**EXTRACTED ENTRIES:**
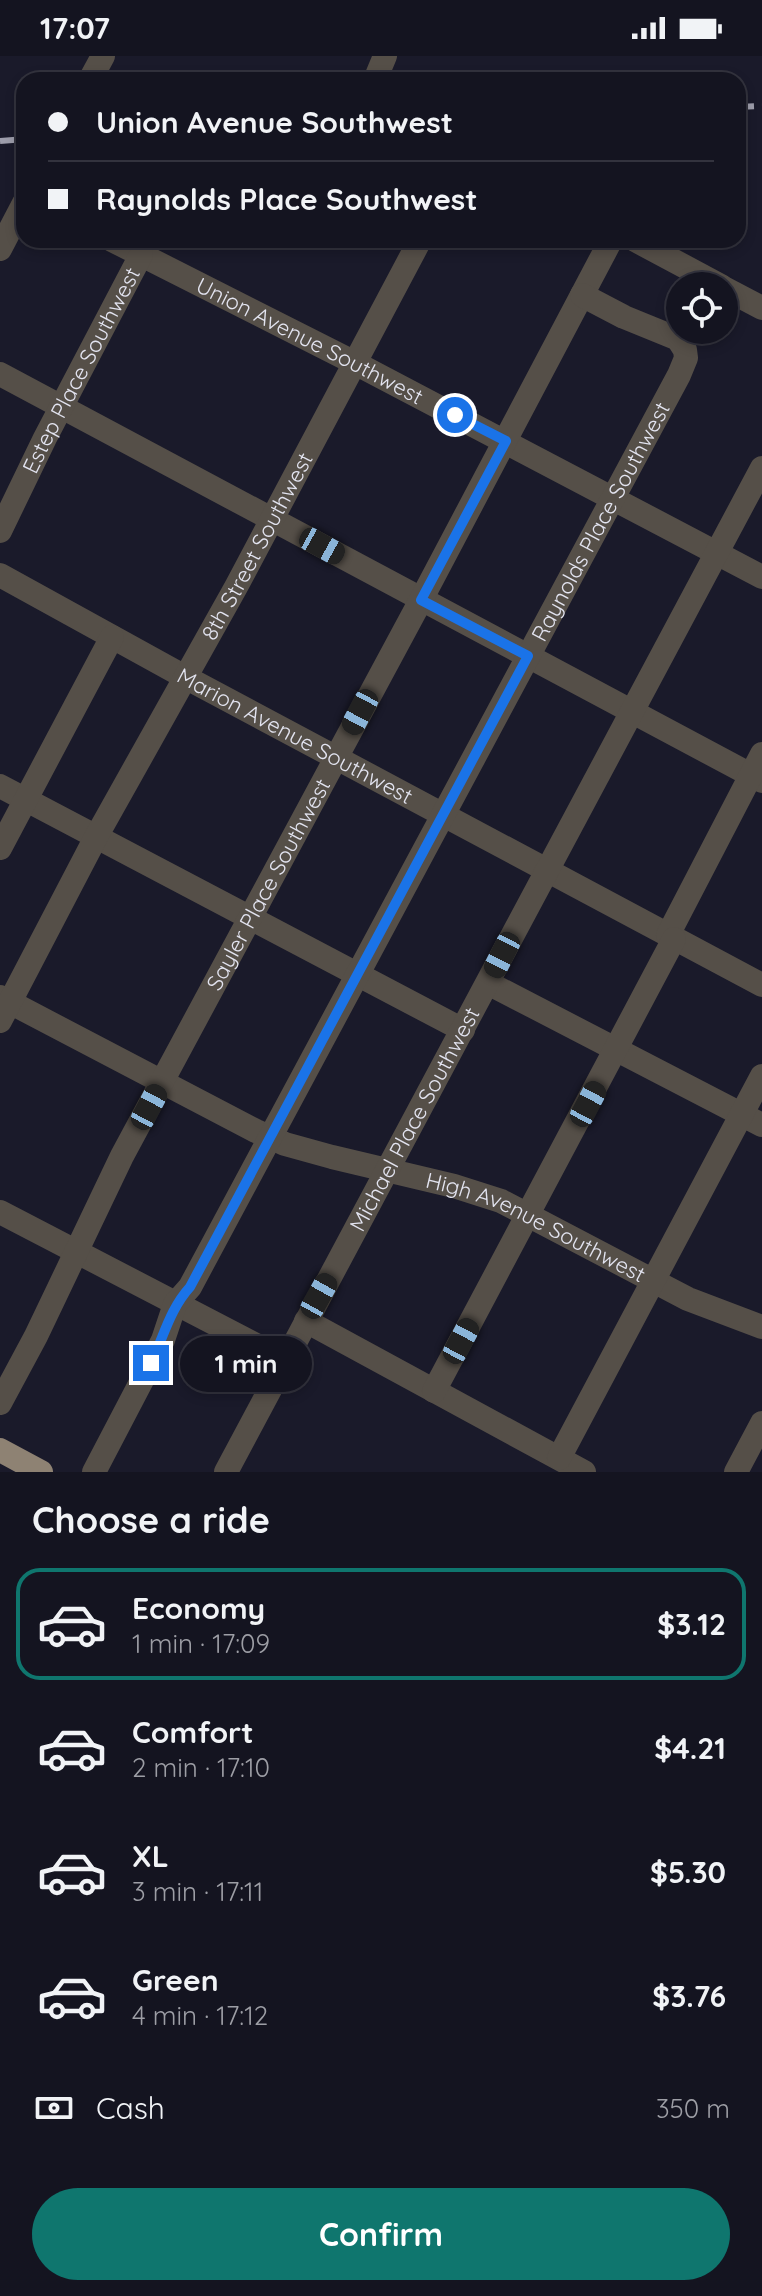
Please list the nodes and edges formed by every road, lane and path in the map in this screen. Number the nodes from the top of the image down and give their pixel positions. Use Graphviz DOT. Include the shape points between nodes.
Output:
graph roads {
  1 [pos="16,218"];
  2 [pos="128,248"];
  3 [pos="416,248"];
  4 [pos="607,248"];
  5 [pos="650,248"];
  6 [pos="0,249"];
  7 [pos="141,255"];
  8 [pos="694,272"];
  9 [pos="582,295"];
  10 [pos="738,295"];
  11 [pos="762,308"];
  12 [pos="355,363"];
  13 [pos="0,374"];
  14 [pos="62,406"];
  15 [pos="506,441"];
  16 [pos="762,468"];
  17 [pos="613,498"];
  18 [pos="272,518"];
  19 [pos="0,531"];
  20 [pos="717,553"];
  21 [pos="0,575"];
  22 [pos="762,577"];
  23 [pos="421,600"];
  24 [pos="112,637"];
  25 [pos="528,656"];
  26 [pos="185,677"];
  27 [pos="632,711"];
  28 [pos="336,757"];
  29 [pos="758,770"];
  30 [pos="0,786"];
  31 [pos="26,800"];
  32 [pos="444,815"];
  33 [pos="96,837"];
  34 [pos="0,848"];
  35 [pos="547,870"];
  36 [pos="250,917"];
  37 [pos="671,937"];
  38 [pos="358,975"];
  39 [pos="488,983"];
  40 [pos="762,985"];
  41 [pos="3,1007"];
  42 [pos="463,1030"];
  43 [pos="618,1048"];
  44 [pos="762,1076"];
  45 [pos="162,1082"];
  46 [pos="751,1120"];
  47 [pos="270,1138"];
  48 [pos="388,1170"];
  49 [pos="0,1212"];
  50 [pos="528,1215"];
  51 [pos="75,1251"];
  52 [pos="654,1281"];
  53 [pos="175,1304"];
  54 [pos="306,1321"];
  55 [pos="762,1327"];
  56 [pos="285,1360"];
  57 [pos="434,1391"];
  58 [pos="0,1403"];
  59 [pos="760,1433"];
  60 [pos="0,1450"];
  61 [pos="559,1458"];
  62 [pos="41,1472"];
  63 [pos="94,1472"];
  64 [pos="226,1472"];
  65 [pos="584,1472"];
  66 [pos="736,1472"];
  1 -- 6 [label="street"];
  2 -- 7 [label="street, Union Avenue Southwest"];
  3 -- 12 [label="street, 8th Street Southwest"];
  4 -- 9 [label="street, Sayler Place Southwest"];
  5 -- 8 [label="street"];
  7 -- 12 [label="street, Union Avenue Southwest"];
  7 -- 14 [label="street, Estep Place Southwest"];
  9 -- 15 [label="street, Sayler Place Southwest"];
  9 -- 17 [label="street, Raynolds Place Southwest" via="678,339 685,350 679,375"];
  10 -- 11 [label="street"];
  12 -- 15 [label="street, Union Avenue Southwest"];
  12 -- 18 [label="street, 8th Street Southwest"];
  13 -- 14 [label="street"];
  14 -- 18 [label="street"];
  14 -- 19 [label="street, Estep Place Southwest"];
  15 -- 17 [label="street, Union Avenue Southwest"];
  15 -- 23 [label="street, Sayler Place Southwest"];
  16 -- 20 [label="street, Michael Place Southwest"];
  17 -- 20 [label="street, Union Avenue Southwest"];
  17 -- 25 [label="street, Raynolds Place Southwest"];
  18 -- 23 [label="street"];
  18 -- 26 [label="street, 8th Street Southwest"];
  20 -- 22 [label="street, Union Avenue Southwest"];
  20 -- 27 [label="street, Michael Place Southwest"];
  21 -- 24 [label="street, Marion Avenue Southwest"];
  23 -- 25 [label="street"];
  23 -- 28 [label="street, Sayler Place Southwest"];
  24 -- 26 [label="street, Marion Avenue Southwest"];
  24 -- 31 [label="street"];
  25 -- 27 [label="street"];
  25 -- 32 [label="street, Raynolds Place Southwest"];
  26 -- 28 [label="street, Marion Avenue Southwest"];
  26 -- 33 [label="street, 8th Street Southwest"];
  27 -- 29 [label="street"];
  27 -- 35 [label="street, Michael Place Southwest"];
  28 -- 32 [label="street, Marion Avenue Southwest"];
  28 -- 36 [label="street, Sayler Place Southwest"];
  29 -- 37 [label="street"];
  30 -- 31 [label="street"];
  31 -- 33 [label="street"];
  31 -- 34 [label="street"];
  32 -- 35 [label="street, Marion Avenue Southwest"];
  32 -- 38 [label="street, Raynolds Place Southwest"];
  33 -- 36 [label="street"];
  33 -- 41 [label="street, 8th Street Southwest"];
  35 -- 37 [label="street, Marion Avenue Southwest"];
  35 -- 39 [label="street, Michael Place Southwest"];
  36 -- 38 [label="street"];
  36 -- 45 [label="street, Sayler Place Southwest"];
  37 -- 40 [label="street, Marion Avenue Southwest"];
  37 -- 43 [label="street"];
  38 -- 42 [label="street"];
  38 -- 47 [label="street, Raynolds Place Southwest"];
  39 -- 42 [label="street, Michael Place Southwest"];
  39 -- 43 [label="street"];
  41 -- 45 [label="street, High Avenue Southwest"];
  42 -- 48 [label="street, Michael Place Southwest"];
  43 -- 46 [label="street"];
  43 -- 50 [label="street"];
  44 -- 46 [label="street"];
  45 -- 47 [label="street, High Avenue Southwest"];
  45 -- 51 [label="street, Sayler Place Southwest"];
  46 -- 52 [label="street"];
  47 -- 48 [label="street, High Avenue Southwest"];
  47 -- 53 [label="street, Raynolds Place Southwest" via="190,1287"];
  48 -- 50 [label="street, High Avenue Southwest" via="490,1197"];
  48 -- 54 [label="street, Michael Place Southwest"];
  49 -- 51 [label="street"];
  50 -- 52 [label="street, High Avenue Southwest"];
  50 -- 57 [label="street"];
  51 -- 53 [label="street"];
  51 -- 58 [label="street, Sayler Place Southwest"];
  52 -- 55 [label="street, High Avenue Southwest"];
  52 -- 61 [label="street"];
  53 -- 56 [label="street"];
  53 -- 63 [label="street, Raynolds Place Southwest" via="163,1340"];
  54 -- 56 [label="street, Michael Place Southwest"];
  54 -- 57 [label="street"];
  56 -- 64 [label="street, Michael Place Southwest"];
  57 -- 61 [label="street"];
  59 -- 66 [label="street"];
  60 -- 62 [label="main road"];
  61 -- 65 [label="street"];
}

**GOAL OF THE EXERCISE:**
Work out how many lines in the records above contain the word "Michael". State only that number.

**RESULT OF THE EXERCISE:**
9